Surprised they published it but the letters page does seem to be still a bit more Manchester than the rest of the paper

Idiot is idiot

Conviviality goes down. Who does the Egregious Professor complain about:

Guess who the auditors are? KPMG. Again. To add to a long list of failed audit clients who have gone from boom to bust very rapidly in the recent past.

Auditors manage the finances of a business do they? Or just check, once a year, that the counting has been done properly?

Note the phrasing here

The Fair Tax Mark certification scheme was launched in February 2014 to allow businesses that are paying tax in a responsible way to demonstrate this commitment to their customers, contractors and associates. Already more than 1,500 shops and offices ranging from AMT coffee bars, to Richer Sounds and the Co-op Group are Fair Tax Mark accredited,

Outlets, not organisations…….

Elsewhere

There’s a broader point at play here. Think through what is really being said. The poor should be taxed mightily upon the little pleasures they can afford – as George Orwell pointed out, those pleasures being little but most comforting – in order that they might die in manners that those who write The Lancet approve of. Not the way to run the world to my mind.

If only the Egregious Professor understood the subject under discussion

The headline:

The UK’s passports for sale scheme is not taking back control: it’s flogging the country to the highest bidder

Well, yes, OK, selling passports could be thought of that way of course. I think it’s a great idea myself but still.

The FT has reported that:

The number of wealthy Chinese acquiring UK “golden visas” that give residency in return for investing £2m or more in assets rose sharply last year as worries over Brexit paled next to Britain’s attractiveness as a secure bolthole for international money.

Mainland Chinese took 116 of the 355 “investor visas” granted in 2017 by the UK government to wealthy individuals, up 56 per cent from the previous year.

Umm, an investor visa is a passport for sale is it?

At a time when migration is an issue in UK politics passports should not be for sale to anyone.

Interesting, I hadn’t known that a visa means a passport. In fact, I rather thought that the one precluded the other. A British passport, a full one, means that you don’t need a visa to come here, doesn’t it?

Secondly, this whole policy clearly undermines the idea of citizenship and commoditises it. This is the antithesis of any idea of nationhood which supposedly so matters to this government.

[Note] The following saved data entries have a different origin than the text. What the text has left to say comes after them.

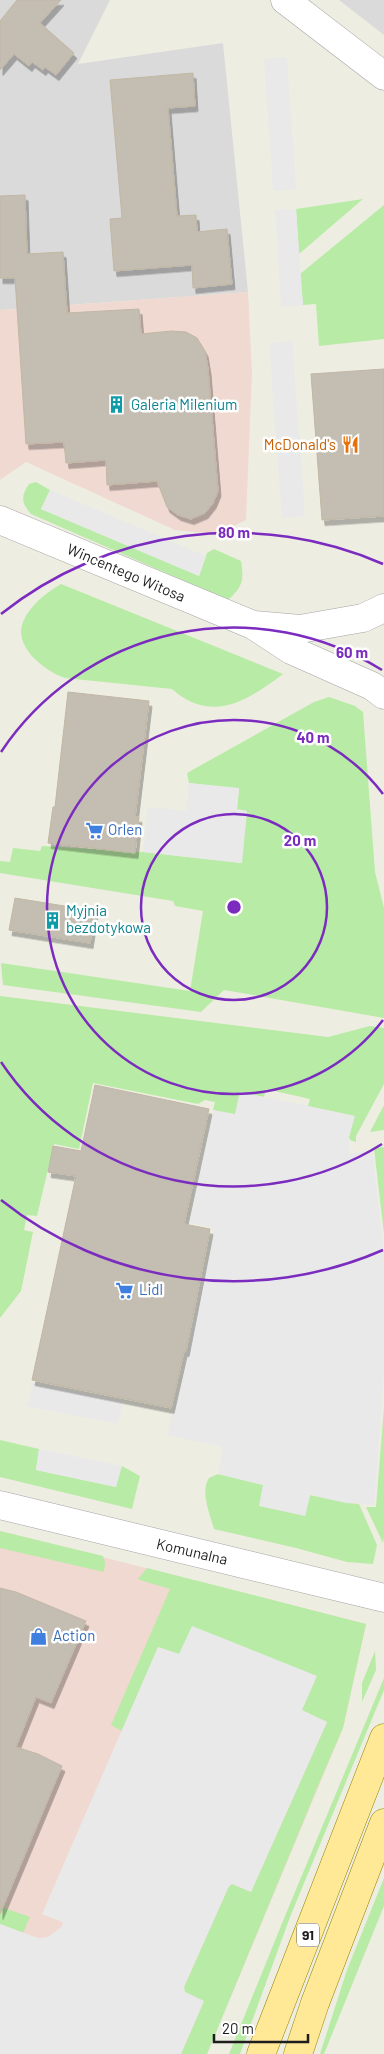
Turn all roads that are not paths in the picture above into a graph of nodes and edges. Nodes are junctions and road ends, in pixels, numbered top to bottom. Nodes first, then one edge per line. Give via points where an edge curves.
1 (286, 0) edge
2 (384, 76) edge
3 (0, 520) edge
4 (384, 608) edge
5 (253, 625) junction
6 (384, 695) edge
7 (0, 1505) edge
8 (384, 1598) edge
9 (384, 1738) edge
10 (384, 1823) edge
11 (261, 2054) edge
12 (298, 2054) edge

1 - 2 street
3 - 5 street, Wincentego Witosa
4 - 5 street, Wincentego Witosa via 363,618 300,629
5 - 6 street, Wincentego Witosa via 291,650 372,686
7 - 8 street, Komunalna
9 - 11 main road, 91
10 - 12 main road, 91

In fact, it’s not citizenship.

Fifth, there is no evidence that the people who supposedly ‘invest’ in the UK actually deliver value. They may live here. But do they really deliver for the UK? I suspect not, at all. Tourism is useful, but not that useful and many who acquire these passports will not be here much of the year, I suspect.

Well, yes, investment is useful, even from foreigners. And it’s not a passport.

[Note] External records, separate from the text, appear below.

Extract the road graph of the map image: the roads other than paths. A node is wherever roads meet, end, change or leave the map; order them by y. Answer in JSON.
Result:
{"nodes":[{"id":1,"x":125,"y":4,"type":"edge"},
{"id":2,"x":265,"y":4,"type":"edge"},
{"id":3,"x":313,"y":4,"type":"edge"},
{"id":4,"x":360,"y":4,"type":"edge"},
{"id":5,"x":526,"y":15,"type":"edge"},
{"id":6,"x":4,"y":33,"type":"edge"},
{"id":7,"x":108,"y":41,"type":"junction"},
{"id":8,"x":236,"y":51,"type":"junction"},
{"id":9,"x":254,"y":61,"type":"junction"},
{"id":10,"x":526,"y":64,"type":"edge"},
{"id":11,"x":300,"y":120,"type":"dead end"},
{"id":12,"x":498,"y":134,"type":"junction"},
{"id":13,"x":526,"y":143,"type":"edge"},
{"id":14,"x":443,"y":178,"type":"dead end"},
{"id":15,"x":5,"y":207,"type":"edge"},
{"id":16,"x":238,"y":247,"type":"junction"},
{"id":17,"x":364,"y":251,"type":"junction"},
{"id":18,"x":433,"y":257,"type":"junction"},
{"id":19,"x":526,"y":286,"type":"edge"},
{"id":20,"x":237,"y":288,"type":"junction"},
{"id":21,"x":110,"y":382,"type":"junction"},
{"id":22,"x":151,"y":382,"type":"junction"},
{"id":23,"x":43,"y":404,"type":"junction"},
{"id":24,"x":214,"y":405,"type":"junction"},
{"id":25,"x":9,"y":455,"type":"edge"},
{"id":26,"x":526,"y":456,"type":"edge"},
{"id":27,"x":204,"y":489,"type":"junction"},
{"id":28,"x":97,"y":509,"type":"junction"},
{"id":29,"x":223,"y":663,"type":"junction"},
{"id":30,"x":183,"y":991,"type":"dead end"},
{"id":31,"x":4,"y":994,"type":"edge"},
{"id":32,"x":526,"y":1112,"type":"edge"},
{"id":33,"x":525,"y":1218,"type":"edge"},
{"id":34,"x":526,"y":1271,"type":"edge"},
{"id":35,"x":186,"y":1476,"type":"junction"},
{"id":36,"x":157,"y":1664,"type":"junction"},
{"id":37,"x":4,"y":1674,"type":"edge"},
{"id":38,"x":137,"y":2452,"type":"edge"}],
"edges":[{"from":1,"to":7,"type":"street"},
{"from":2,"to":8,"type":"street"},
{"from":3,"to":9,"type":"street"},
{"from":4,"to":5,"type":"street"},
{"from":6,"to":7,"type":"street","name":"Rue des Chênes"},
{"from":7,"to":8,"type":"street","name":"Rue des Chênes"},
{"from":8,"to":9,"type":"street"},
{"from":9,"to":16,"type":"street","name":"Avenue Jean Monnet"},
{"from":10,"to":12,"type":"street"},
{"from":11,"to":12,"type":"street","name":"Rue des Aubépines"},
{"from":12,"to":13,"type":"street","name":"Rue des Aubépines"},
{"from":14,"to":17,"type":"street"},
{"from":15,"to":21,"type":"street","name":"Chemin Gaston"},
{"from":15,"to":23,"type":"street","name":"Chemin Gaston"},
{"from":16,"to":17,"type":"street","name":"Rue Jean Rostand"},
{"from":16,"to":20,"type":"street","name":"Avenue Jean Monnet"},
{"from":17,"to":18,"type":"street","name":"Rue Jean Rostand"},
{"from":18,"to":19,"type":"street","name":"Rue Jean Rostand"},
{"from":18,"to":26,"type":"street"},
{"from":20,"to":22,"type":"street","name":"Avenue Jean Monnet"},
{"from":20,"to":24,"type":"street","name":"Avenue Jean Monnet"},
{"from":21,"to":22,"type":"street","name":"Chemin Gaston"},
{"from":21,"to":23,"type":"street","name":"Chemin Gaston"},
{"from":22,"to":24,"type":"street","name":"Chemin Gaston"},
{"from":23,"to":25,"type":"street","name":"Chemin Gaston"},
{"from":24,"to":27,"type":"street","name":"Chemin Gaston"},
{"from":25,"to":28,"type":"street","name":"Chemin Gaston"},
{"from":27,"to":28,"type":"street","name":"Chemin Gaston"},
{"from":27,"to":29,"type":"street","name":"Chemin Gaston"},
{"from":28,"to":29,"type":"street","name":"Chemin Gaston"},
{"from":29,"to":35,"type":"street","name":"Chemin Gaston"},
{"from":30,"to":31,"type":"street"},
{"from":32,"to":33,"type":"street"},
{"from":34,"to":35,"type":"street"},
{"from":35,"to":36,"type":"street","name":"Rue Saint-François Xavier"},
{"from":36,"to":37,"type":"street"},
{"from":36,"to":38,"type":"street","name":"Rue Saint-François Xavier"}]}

Sixth, and perhaps most important, the whole idea that citizenship is based on principles is abandoned.

It’s still not citizenship.

Here are the rules about such a Tier 1 (Investor) visa:

How long you can stay
You can come to the UK with a Tier 1 (Investor) visa for a maximum of 3 years and 4 months.

It’s not a passport, it’s not citizenship, it’s a time limited visa allowing, for that time period and that period only, residency.

Ritchie’s not a clue, has he?

Err, yes, right

But this does not mean a scrip tax does not make sense: it does. The reason why is that it gives us all a stake in these businesses in a way that is not apparent now. Even those with pensions have not a clue in the vast majority of cases in what companies they have an interest. A sovereign wealth fund would hold that interest very tangibly, and should be actively engaged with companies to protect stakeholder rights.

This is why such a fund is important. It would say to companies that their arguments on shareholder value are wrong. Shareholders would then, very obviously, include real people who have real interest in tax being paid; who want public services and who abhor tax abuse, gender pay gaps, casualised working practices, anti-union attitudes and executive pay that abuses the whole system of market capitalism.

So, err, we’ll be managing a sovereign wealth fund in a more personal and tangible manner than we do our own pensions then, will we?